Il resto della decisione attiene alla determinazione del patrimonio netto di BPVi, ed all'impatto che sulla sua valutazione ha avuto il passaggio dalla continuità aziendale all'ottica liquidatoria. Più in concreto, il giudizio si appunta sulle valutazioni che condussero dapprima il Consulente Tecnico d'Ufficio e poi il Tribunale ad apportare tutta una serie di rettifiche a un patrimonio netto contabile calcolato - ma secondo i principi contabili che postulano la continuità aziendale: di qui l'esigenza delle rettifiche - in € 2.005 milioni al 25 giugno 2017, data di emanazione del provvedimento di liquidazione.

Su questo dato di partenza si appunta un ulteriore paio di considerazioni preliminari del tutto condivisibili e, a quanto pare, in realtà neppure contestate dal reclamante. Da un lato, le rettifiche vengono considerate in linea generale inevitabili, data la cessazione della continuità aziendale il giorno successivo, e data quindi la necessità di adottare l'ottica liquidatoria che esige di valutare le attività secondo il presunto valore di realizzo e le passività secondo l'atteso valore di estinzione. Dall'altro lato viene precisato che le rettifiche devono basarsi sulla migliore ipotesi liquidatoria, che è quella non atomistica o non integralmente atomistica; e si aggiunge che in effetti il D.L. 25 giugno 2017, n. 99 (“Disposizioni urgenti per la liquidazione coatta amministrativa di Banca Popolare di Vicenza s.p.a. e di Veneto Banca s.p.a.”, conv. con mod. nella l. 31 luglio 2017, n. 121) adottò tale prospettiva la quale, anche in assenza dell'intervento normativo, sarebbe comunque stata alla base di qualsiasi possibile intervento alternativo.

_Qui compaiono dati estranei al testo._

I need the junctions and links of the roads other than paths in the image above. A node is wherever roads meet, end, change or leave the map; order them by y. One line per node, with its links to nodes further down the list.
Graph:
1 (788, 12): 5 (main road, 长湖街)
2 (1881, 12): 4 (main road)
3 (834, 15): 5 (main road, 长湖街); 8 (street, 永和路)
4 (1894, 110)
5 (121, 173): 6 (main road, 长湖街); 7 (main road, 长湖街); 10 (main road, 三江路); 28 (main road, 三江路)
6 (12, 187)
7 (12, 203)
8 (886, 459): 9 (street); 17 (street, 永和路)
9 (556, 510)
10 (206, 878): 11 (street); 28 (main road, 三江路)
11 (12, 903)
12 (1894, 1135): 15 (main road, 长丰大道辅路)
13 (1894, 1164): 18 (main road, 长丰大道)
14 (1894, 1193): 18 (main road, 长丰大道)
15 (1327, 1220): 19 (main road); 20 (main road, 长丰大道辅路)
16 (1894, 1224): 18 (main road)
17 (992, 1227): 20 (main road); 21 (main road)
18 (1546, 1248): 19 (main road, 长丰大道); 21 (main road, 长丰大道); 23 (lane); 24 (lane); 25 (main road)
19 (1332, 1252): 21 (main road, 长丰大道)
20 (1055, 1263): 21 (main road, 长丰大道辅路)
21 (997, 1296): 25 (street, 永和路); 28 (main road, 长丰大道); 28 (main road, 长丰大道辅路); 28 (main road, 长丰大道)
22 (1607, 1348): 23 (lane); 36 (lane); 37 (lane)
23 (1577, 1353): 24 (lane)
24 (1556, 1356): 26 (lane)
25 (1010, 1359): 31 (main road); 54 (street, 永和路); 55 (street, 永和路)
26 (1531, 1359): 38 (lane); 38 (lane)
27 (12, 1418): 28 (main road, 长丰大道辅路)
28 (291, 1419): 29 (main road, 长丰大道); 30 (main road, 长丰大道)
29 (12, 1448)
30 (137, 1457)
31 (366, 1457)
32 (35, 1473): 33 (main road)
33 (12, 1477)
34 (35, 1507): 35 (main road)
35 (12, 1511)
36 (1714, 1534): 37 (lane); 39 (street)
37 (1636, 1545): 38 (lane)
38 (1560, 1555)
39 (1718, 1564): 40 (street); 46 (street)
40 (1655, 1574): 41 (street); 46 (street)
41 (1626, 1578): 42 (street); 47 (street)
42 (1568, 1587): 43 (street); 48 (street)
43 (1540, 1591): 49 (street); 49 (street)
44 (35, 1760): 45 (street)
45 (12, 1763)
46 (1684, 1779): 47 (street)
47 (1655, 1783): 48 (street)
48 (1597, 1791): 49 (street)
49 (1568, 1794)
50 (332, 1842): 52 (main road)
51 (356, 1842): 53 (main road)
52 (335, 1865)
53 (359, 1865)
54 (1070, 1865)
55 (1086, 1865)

Tracciato in questo modo il quadro di principio, anche nella metaforica ‘coda' della decisione la Corte d'Appello condivide, senza darlo troppo a vedere, le doglianze del reclamante.

Il Giudice ritiene infatti poco attendibile la valutazione resa in sede di Consulenza Tecnica d'Ufficio, e condivisa in sentenza, attinente a due plessi di crediti, che sono i crediti rimasti in capo alla procedura e i crediti high risk, ed altrettanto poco attendibile viene considerato il giudizio che conduce alla svalutazione degli assets finanziari.

Fondamentalmente, secondo la Corte, questi aspetti dell'indagine peritale avrebbero meritato ben altro approfondimento. La circostanza non induce però a disporre una nuova Consulenza. All'interno di una ipotetica indagine ulteriore condotta con la necessaria analiticità, avrebbero infatti dovuto essere presi in considerazione tutta una serie di fattori (che qui non ripeto) i quali, se in parte avrebbero potuto avere un effetto migliorativo dei valori, imponendone una correzione in alto e quindi riducendo la svalutazione concretamente operata, in altra parte avrebbero avuto effetti depressivi dei valori indicati nella perizia.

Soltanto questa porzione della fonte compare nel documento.